Question

I've been trying to figure out the best way to handle incoming email in a rails applications. I realize "best practices" is quite subjective, so I'll start by stating that my primary concerns are scalability and efficiency. This is an issue primarily because my use will involve handling potentially large attachments.

Seems like just yesterday the accepted method was to use ActionMailer to receive the email, but recently I've stumbled across several articles saying this is inefficient as it spawns a new rails instance with each email (horrible at high volumes).

Most recently, this article has been getting my attention: http://jasonseifer.com/2009/04/24/receving-email-with-rails

The post talks about a slimmed down version of the ActionMailer system that isn't forced to spawn an entire rails instance, but the comments talk about several other options like a dedicated mail directory (maildir?) and imap/pop retrieval.

My question is: Does anyone have any thoughts on what the best option would currently be for processing incoming email in a rails application (including attachments)?

Was it helpful?

Solution

I maintain the Fetcher plugin for download email from an IMAP server which I use with cron. I used to use a daemon but that was tough to keep running (even with monit) because Ruby would hang. Cron is OK for my workload but it does spawn a Rails process once a minute.

For processing attachments, check out the MMS2R library. It has a nice interface for getting the files out of an email.

The other approach I've had recommended to me is to fire off an HTTP post for each message received. Then you can scale your web tier to handle it.

Shameless plug: you may want to check out Mike Mondragon and my PeepCode book on receiving email with Ruby.

OTHER TIPS

You could try to use a service like http://cloudmailin.com/

For relaying email from Postfix to your Rails app via HTTP, I just wrote an article on how we're doing it.

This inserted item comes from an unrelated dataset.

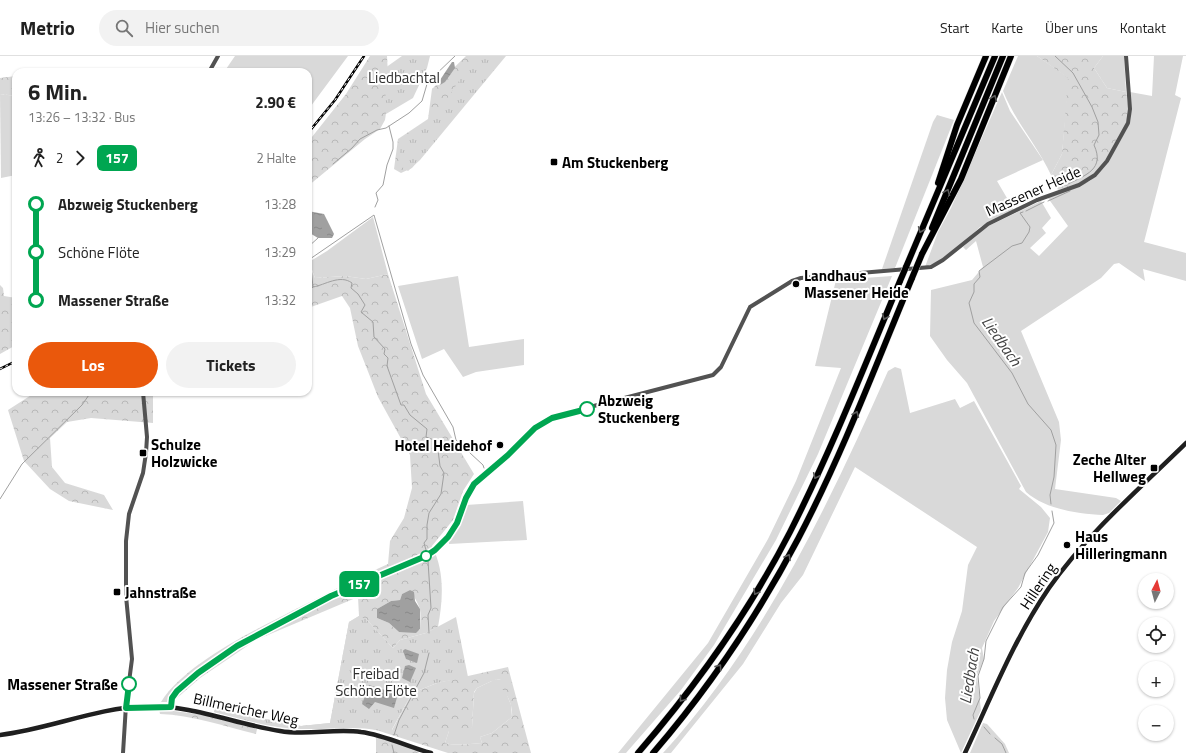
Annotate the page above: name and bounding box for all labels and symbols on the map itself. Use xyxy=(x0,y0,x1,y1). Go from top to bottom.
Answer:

It's actually quite simple, but we're also leveraging Postfix's ability to defer email if it can't be relayed. I haven't seen that elsewhere so far. See http://www.doorkeeperhq.com/developer/smtp-to-web-api for details.

in mms2r the MMS2R#default_media just returns the largest video attachment if it exists, or the largest image attachment if it exists, or the largest text attachment if it exists, in that order. MMS2R#default_text returns the largest text/plain attachment if it exists. You can also access any of the attachments directly through mms2r's media hash, e.g. MMS2R#media. MMS2R#media is keyed by mimetype, that value referenced by the key is an array of media of that type. So if there were two jpeg attachements in an email processed by MMS2R, you would access them as an array by keying the media hash with image/jpeg, e.g. MMS2R#media['image/jpeg']

When MMS2R first processes an email, any attachment it finds is decoded and stored in an array of media of that type. As I said, that array is then keyed by mimetype in the MMS2R#media hash.

Buy the book, I need to pay my mortgage PeepCode book on receiving email with Ruby.

I recently wrote a daemon which receives mail from Postfix using LMTP (it uses EventMachine and is pretty fast and robust) and saves it to MongoDB. In that sense it eliminates the middle man (IMAP server + IMAP client). That approach gives pretty much limitless scalability and redundancy. Other backends support (MySQL, Redis, etc.) can be added in practically no time.